**The task**
Among the lines below, count those that include "Мочищенское", and state the count alone.

Available data Block Start

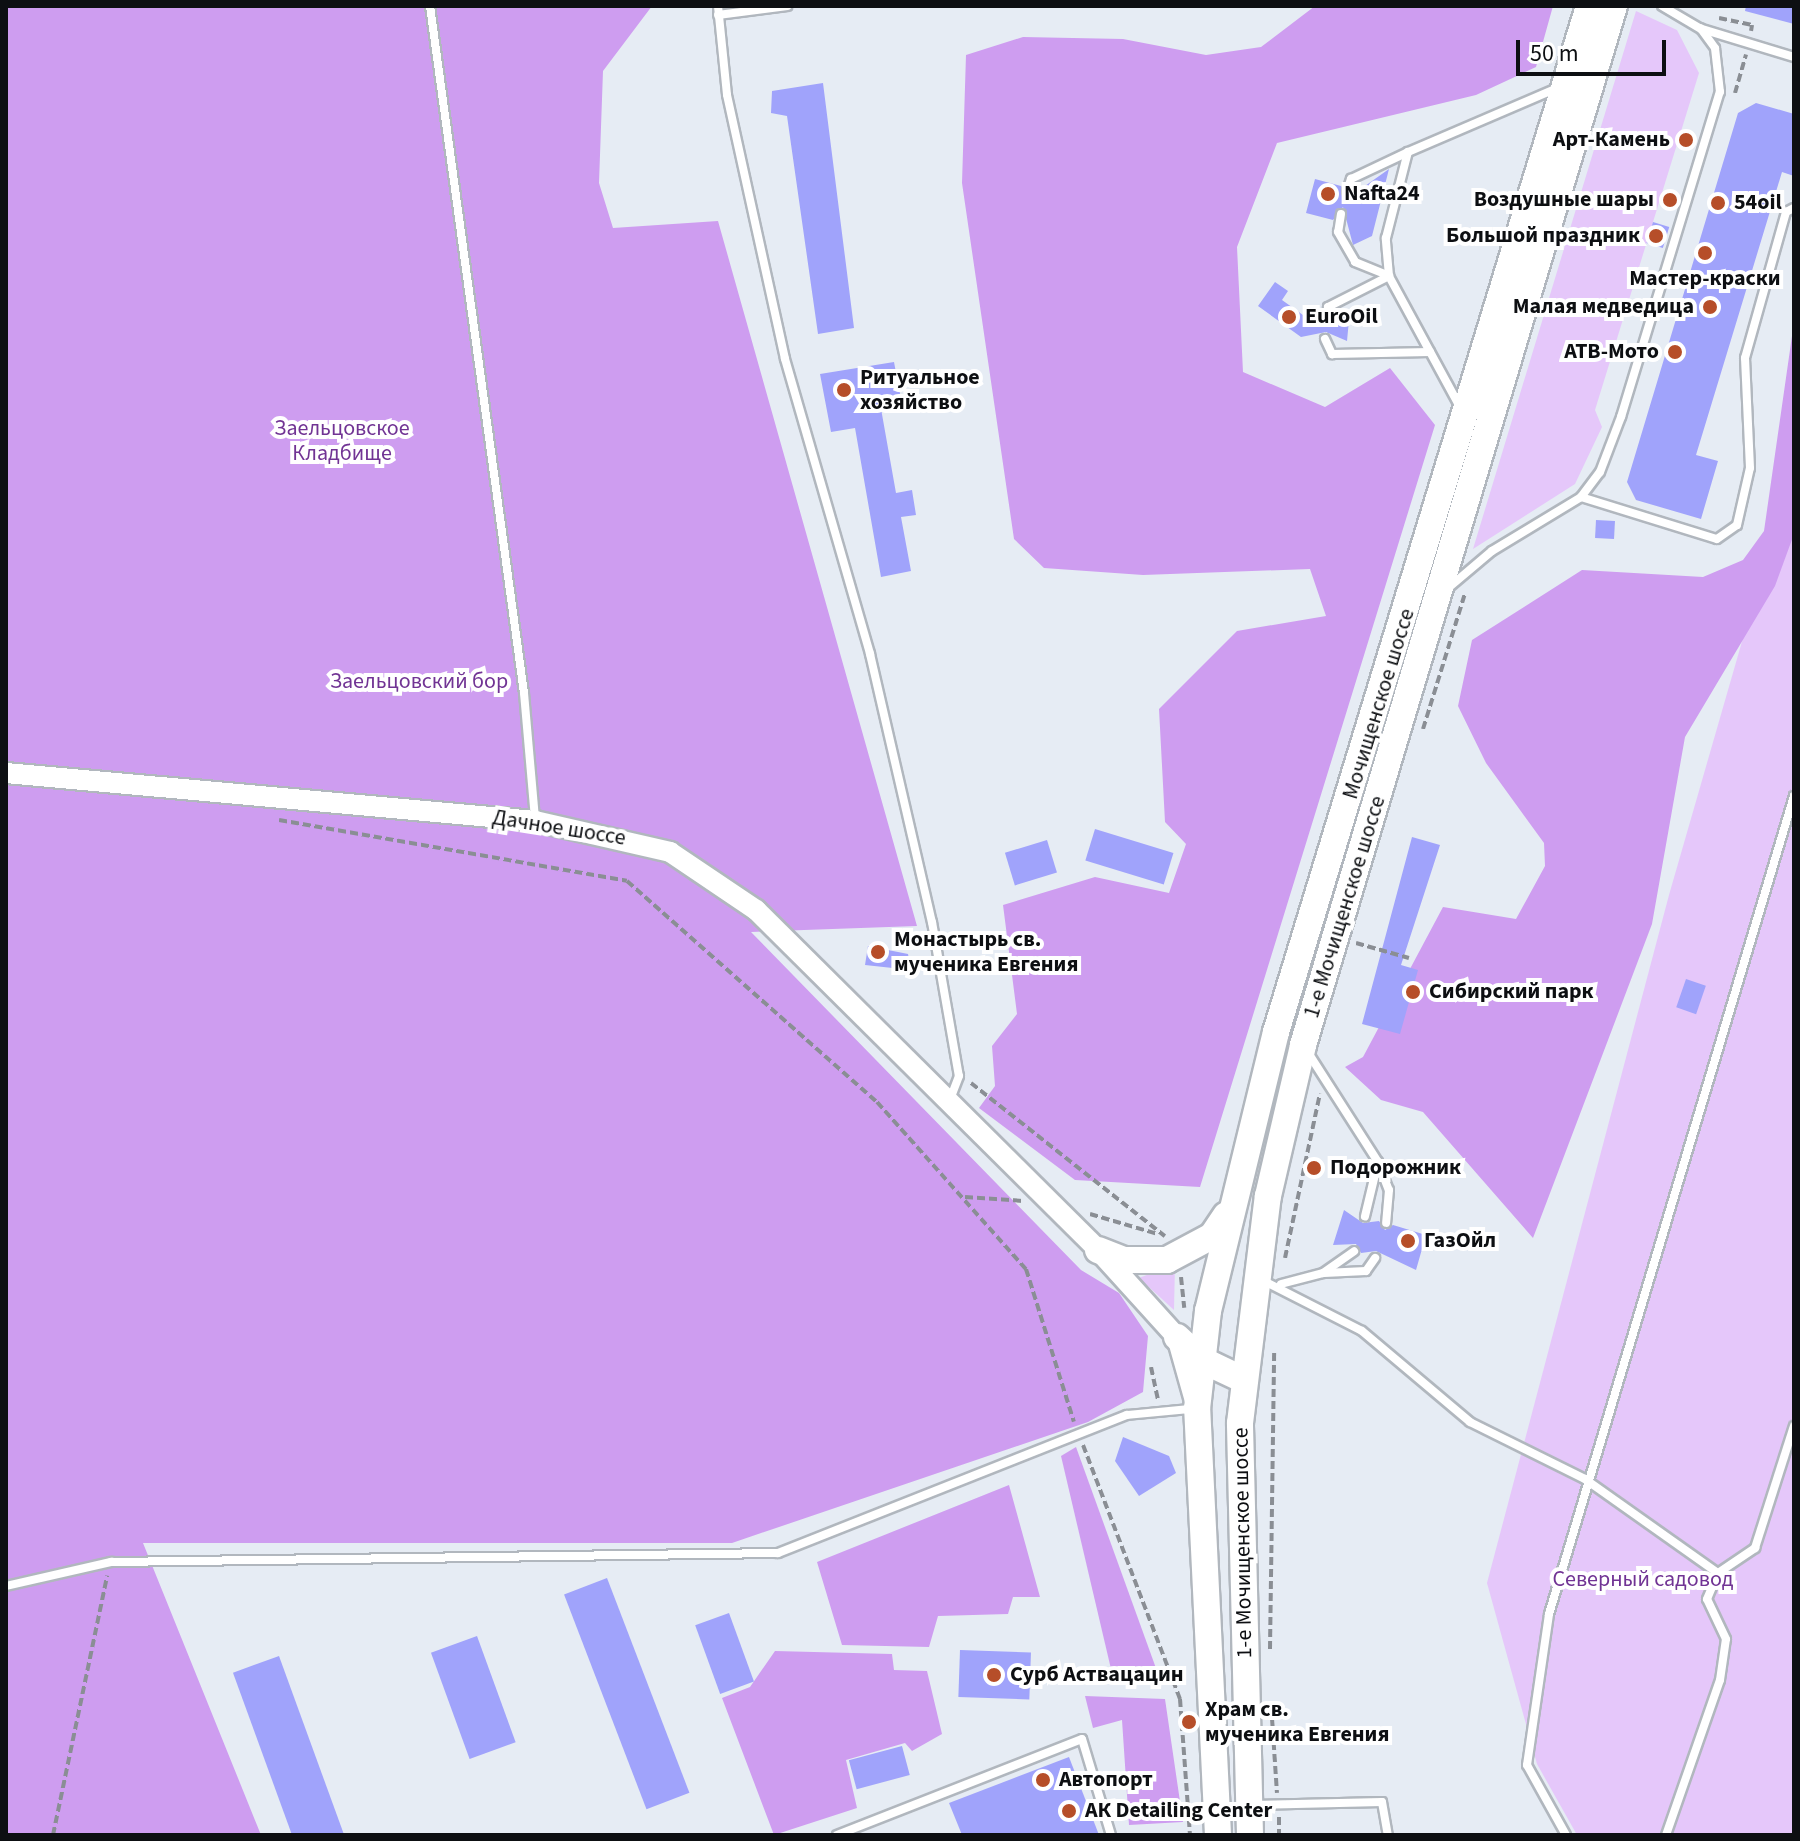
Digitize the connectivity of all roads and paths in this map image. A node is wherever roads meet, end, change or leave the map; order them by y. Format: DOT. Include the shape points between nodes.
graph roads {
  1 [pos="430,6"];
  2 [pos="787,6"];
  3 [pos="1589,6"];
  4 [pos="1614,6"];
  5 [pos="1662,6"];
  6 [pos="718,10"];
  7 [pos="1701,29"];
  8 [pos="1794,57"];
  9 [pos="1566,85"];
  10 [pos="1408,152"];
  11 [pos="1347,191"];
  12 [pos="1794,208"];
  13 [pos="1341,214"];
  14 [pos="1389,276"];
  15 [pos="1327,317"];
  16 [pos="1325,339"];
  17 [pos="1430,352"];
  18 [pos="1466,417"];
  19 [pos="1581,497"];
  20 [pos="1440,595"];
  21 [pos="6,773"];
  22 [pos="1794,796"];
  23 [pos="265,818"];
  24 [pos="535,821"];
  25 [pos="1354,943"];
  26 [pos="1409,958"];
  27 [pos="1303,1045"];
  28 [pos="959,1076"];
  29 [pos="950,1099"];
  30 [pos="1378,1162"];
  31 [pos="1230,1209"];
  32 [pos="1365,1216"];
  33 [pos="1386,1223"];
  34 [pos="1098,1250"];
  35 [pos="1354,1251"];
  36 [pos="1177,1256"];
  37 [pos="1375,1258"];
  38 [pos="1323,1273"];
  39 [pos="1254,1277"];
  40 [pos="1280,1284"];
  41 [pos="1184,1306"];
  42 [pos="1177,1337"];
  43 [pos="1275,1341"];
  44 [pos="1202,1360"];
  45 [pos="1151,1367"];
  46 [pos="1242,1379"];
  47 [pos="1197,1409"];
  48 [pos="1160,1410"];
  49 [pos="1794,1426"];
  50 [pos="1078,1433"];
  51 [pos="1585,1479"];
  52 [pos="111,1562"];
  53 [pos="1718,1573"];
  54 [pos="6,1586"];
  55 [pos="1270,1654"];
  56 [pos="1271,1701"];
  57 [pos="1278,1803"];
  58 [pos="1249,1806"];
  59 [pos="53,1835"];
  60 [pos="837,1835"];
  61 [pos="1111,1835"];
  62 [pos="1190,1835"];
  63 [pos="1218,1835"];
  64 [pos="1250,1835"];
  65 [pos="1279,1835"];
  66 [pos="1388,1835"];
  67 [pos="1566,1835"];
  68 [pos="1666,1835"];
  1 -- 24 [label="lane" via="524,693"];
  2 -- 6 [label="lane"];
  3 -- 9 [label="main road, Мочищенское шоссе"];
  4 -- 20 [label="main road, 1-е Мочищенское шоссе"];
  5 -- 7 [label="lane"];
  6 -- 28 [label="lane" via="727,95 785,359 870,654"];
  7 -- 8 [label="lane"];
  7 -- 19 [label="lane" via="1722,67 1720,92 1621,417 1600,472"];
  9 -- 10 [label="lane"];
  9 -- 18 [label="main road, Мочищенское шоссе"];
  10 -- 11 [label="lane" via="1351,179"];
  10 -- 14 [label="lane" via="1386,238"];
  12 -- 19 [label="lane" via="1786,212 1745,358 1750,468 1737,525 1717,539"];
  13 -- 14 [label="lane" via="1338,232 1355,262"];
  14 -- 15 [label="lane" via="1328,307"];
  14 -- 17 [label="lane"];
  16 -- 17 [label="lane" via="1332,354"];
  17 -- 18 [label="lane"];
  18 -- 31 [label="main road, Мочищенское шоссе" via="1276,1032"];
  19 -- 20 [label="lane" via="1492,551"];
  20 -- 27 [label="main road, 1-е Мочищенское шоссе"];
  21 -- 24 [label="street, Дачное шоссе"];
  22 -- 51 [label="lane"];
  23 -- 50 [label="path" via="627,881 877,1102 1026,1269"];
  24 -- 29 [label="street, Дачное шоссе" via="635,839 713,879 756,910"];
  25 -- 26 [label="path"];
  27 -- 30 [label="lane"];
  27 -- 39 [label="main road, 1-е Мочищенское шоссе"];
  28 -- 29 [label="lane"];
  28 -- 36 [label="path" via="1164,1235"];
  29 -- 34 [label="street, Дачное шоссе"];
  30 -- 32 [label="lane"];
  30 -- 33 [label="lane" via="1389,1190"];
  31 -- 36 [label="main road" via="1212,1236"];
  31 -- 44 [label="main road, Мочищенское шоссе"];
  34 -- 36 [label="main road" via="1149,1262"];
  34 -- 42 [label="street, Дачное шоссе"];
  35 -- 38 [label="lane"];
  36 -- 41 [label="path"];
  37 -- 38 [label="lane" via="1366,1271"];
  38 -- 40 [label="lane"];
  39 -- 40 [label="lane"];
  39 -- 46 [label="main road, 1-е Мочищенское шоссе"];
  40 -- 51 [label="lane" via="1362,1331 1470,1422"];
  42 -- 44 [label="main road"];
  42 -- 47 [label="street"];
  43 -- 55 [label="path"];
  44 -- 46 [label="main road"];
  44 -- 47 [label="main road, Мочищенское шоссе"];
  45 -- 48 [label="path"];
  46 -- 58 [label="main road, 1-е Мочищенское шоссе"];
  47 -- 48 [label="lane"];
  47 -- 63 [label="main road, 1-е Мочищенское шоссе"];
  48 -- 50 [label="lane"];
  49 -- 53 [label="lane" via="1755,1548"];
  50 -- 52 [label="lane" via="778,1553"];
  50 -- 62 [label="path" via="1180,1699"];
  51 -- 53 [label="lane"];
  51 -- 67 [label="lane" via="1549,1614 1527,1765"];
  52 -- 54 [label="lane"];
  52 -- 59 [label="path" via="88,1641"];
  53 -- 68 [label="lane" via="1707,1599 1726,1639 1720,1680"];
  56 -- 57 [label="path"];
  57 -- 58 [label="lane"];
  57 -- 65 [label="path"];
  57 -- 66 [label="lane" via="1382,1802"];
  58 -- 64 [label="main road, 1-е Мочищенское шоссе"];
  60 -- 61 [label="lane" via="1082,1739"];
}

Available data Block End

**Solution to this exercise**
12